I'll have to disagree with you on this point! Everything you see and cannot see is his kingdom. And if your going to say that it is a requirement or a have to, and is a sin not to, then the way I see it you cant pick and choose your excuse for example work or your job there are jobs that dont include Sundays. If you are going to make it "Law" then it has to be followed no matter what. But that is the problem with becoming legalistic.


----------



## patchestc (Oct 25, 2006)

when i was a kid, we went to church every sunday no matter what period.  automatic, routine, boring.  as an adult,  i go when and where it suits me.  if i'm in church 
it's because i choose to be, not because i have to be.
freedom is about choices.


----------



## FX Jenkins (Oct 25, 2006)

I believe the "Church"as we are discussing it...is defined as the collective body of believers, not a physical address with a stepple..

I belive God does call believers to make a regular committment to coorporate worship and assembley

I believe the Sabbath, even though we are no longer under the law, should be kept holy, as the law is still applicable in New testement times.  But now that we have the Holy  Spirit, we are called to greater righteousness than what the Law could afford.  

I believe that missing a Sunday morning is a matter of conviction as to wether it was permissable for a person, and only God knows their heart.  

I will, on occasion, spend a Sunday in the woods, hunting, or traveling back from a hunting trip, maybe once or twice a year..But as Christ is in my heart, I believe we can worship Him anywhere and at any time...

and that most Christians have other areas of their lives that need tending more so than this issue, myself included...i.e.  What are we doing Saturday night, or at the workplace, and then going to church Sunday morning, that has all the non believers equating Christianity with Hypocrisy...sometimes we do more damage to the kingdom by going to church than missing a Sunday here and there...


----------



## leroy (Oct 25, 2006)

FX Jenkins said:


> I believe the "Church"as we are discussing it...is defined as the collective body of believers, not a physical address with a stepple..
> 
> I belive God does call believers to make a regular committment to coorporate worship and assembley
> 
> ...




Good post FX!


----------



## Double Barrel BB (Oct 25, 2006)

*not meant to sound mean.....*

I am talking to the people that say they are Christian, but never or rarely go to Church:

What kind of example are you setting when a "Professed Christian" is not attending Church?

As a Christian, your first and foremost duty is the serve Christ.
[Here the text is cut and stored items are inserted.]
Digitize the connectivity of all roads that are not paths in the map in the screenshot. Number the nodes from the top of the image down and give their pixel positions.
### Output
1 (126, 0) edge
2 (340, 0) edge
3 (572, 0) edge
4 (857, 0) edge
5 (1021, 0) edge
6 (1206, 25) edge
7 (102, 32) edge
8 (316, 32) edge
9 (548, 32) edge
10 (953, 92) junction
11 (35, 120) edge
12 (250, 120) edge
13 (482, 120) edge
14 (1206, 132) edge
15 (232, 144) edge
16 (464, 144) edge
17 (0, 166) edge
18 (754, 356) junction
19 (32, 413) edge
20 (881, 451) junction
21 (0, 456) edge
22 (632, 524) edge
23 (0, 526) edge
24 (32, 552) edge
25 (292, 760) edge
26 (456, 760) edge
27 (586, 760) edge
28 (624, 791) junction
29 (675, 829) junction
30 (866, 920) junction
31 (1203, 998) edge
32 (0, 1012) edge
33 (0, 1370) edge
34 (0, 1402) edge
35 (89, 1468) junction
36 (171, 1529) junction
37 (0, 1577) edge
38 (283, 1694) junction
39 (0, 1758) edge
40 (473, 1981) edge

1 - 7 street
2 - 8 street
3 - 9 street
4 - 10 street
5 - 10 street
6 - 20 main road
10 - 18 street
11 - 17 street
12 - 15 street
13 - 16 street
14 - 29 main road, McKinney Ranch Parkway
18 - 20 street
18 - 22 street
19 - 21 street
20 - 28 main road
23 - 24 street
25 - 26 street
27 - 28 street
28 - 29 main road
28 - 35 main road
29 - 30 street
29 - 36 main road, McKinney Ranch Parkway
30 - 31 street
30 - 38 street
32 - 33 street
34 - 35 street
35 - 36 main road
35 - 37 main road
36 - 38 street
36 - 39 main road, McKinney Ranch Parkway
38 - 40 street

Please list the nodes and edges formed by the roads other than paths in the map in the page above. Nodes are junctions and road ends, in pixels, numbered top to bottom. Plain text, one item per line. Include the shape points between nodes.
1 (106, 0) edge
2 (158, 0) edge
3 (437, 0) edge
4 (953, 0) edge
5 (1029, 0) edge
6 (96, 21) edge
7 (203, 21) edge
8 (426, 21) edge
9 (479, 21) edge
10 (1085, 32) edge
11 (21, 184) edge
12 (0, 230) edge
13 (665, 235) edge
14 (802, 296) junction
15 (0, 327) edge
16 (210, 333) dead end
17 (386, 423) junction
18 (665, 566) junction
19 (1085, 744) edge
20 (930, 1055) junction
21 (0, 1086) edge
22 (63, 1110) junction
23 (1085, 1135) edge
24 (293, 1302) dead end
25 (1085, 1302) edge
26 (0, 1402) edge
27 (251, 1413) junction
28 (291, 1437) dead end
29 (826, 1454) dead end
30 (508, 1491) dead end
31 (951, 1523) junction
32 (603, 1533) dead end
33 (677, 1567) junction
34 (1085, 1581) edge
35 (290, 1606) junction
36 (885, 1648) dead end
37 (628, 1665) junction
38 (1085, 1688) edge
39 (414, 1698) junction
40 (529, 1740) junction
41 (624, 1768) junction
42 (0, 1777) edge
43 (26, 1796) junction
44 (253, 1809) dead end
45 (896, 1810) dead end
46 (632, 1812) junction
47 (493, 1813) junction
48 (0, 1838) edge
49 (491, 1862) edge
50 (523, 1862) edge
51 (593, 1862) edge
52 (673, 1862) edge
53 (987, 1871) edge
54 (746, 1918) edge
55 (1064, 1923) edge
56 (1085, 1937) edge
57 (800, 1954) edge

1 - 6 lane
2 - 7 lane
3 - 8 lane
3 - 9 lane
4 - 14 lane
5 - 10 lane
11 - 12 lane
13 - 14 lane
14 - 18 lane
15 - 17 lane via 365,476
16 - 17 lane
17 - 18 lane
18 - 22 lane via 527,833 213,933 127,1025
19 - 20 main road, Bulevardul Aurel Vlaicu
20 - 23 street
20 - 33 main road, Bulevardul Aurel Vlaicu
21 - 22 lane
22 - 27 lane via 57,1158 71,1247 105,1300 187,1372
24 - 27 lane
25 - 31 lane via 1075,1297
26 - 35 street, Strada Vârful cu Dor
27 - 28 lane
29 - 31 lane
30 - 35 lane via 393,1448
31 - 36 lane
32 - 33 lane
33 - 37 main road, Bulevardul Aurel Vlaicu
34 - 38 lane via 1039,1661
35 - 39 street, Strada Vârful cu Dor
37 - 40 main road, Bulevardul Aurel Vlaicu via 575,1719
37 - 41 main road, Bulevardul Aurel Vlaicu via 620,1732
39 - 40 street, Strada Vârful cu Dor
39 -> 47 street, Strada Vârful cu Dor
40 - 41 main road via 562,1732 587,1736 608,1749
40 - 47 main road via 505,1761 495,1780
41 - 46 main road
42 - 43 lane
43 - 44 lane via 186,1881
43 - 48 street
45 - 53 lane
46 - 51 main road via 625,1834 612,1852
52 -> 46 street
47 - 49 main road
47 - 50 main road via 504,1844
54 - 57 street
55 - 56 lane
To put Jesus ahead of everything else.

Anything that comes before Christ is your god. No matter how small or big it is. i.e. Hunting, Fishing, Riding, Sleeping, Movies, TV, Reading, etc.

Jesus may have freed you from Sin, by Salvation, but He did not give you a license to continue to Sin.

I have a good friend that will not go to church because he considers most that go are Hypocrites. He can't seem to get past the point that Church is for glorifying God, not glorifying oneself. WHO CARES WHY EVERYONE ELSE IS THERE!  YOU SHOULD BE THERE!

I have witnessed to this friend several times, and have even gotten him mad at me for saying these things, but someone has to say them, and they are not being said to be mean, it is the truth.

Are you just as big a hypocrite to stay out of church but yet profess that you are a Saved person?

There is no telling how many people that are not Saved but still go to church. Maybe God has just not revealed to them the Truth. But atleast they are some place where they are hearing The Word preached.

Do the Unsaved people prevent you from going to church? Because you think they are hypocrites? Because you think they are Saved, and in all reality they may not be Saved.

No one knows anyone else's Heart, but you can understand someone else's Heart by what they say and do.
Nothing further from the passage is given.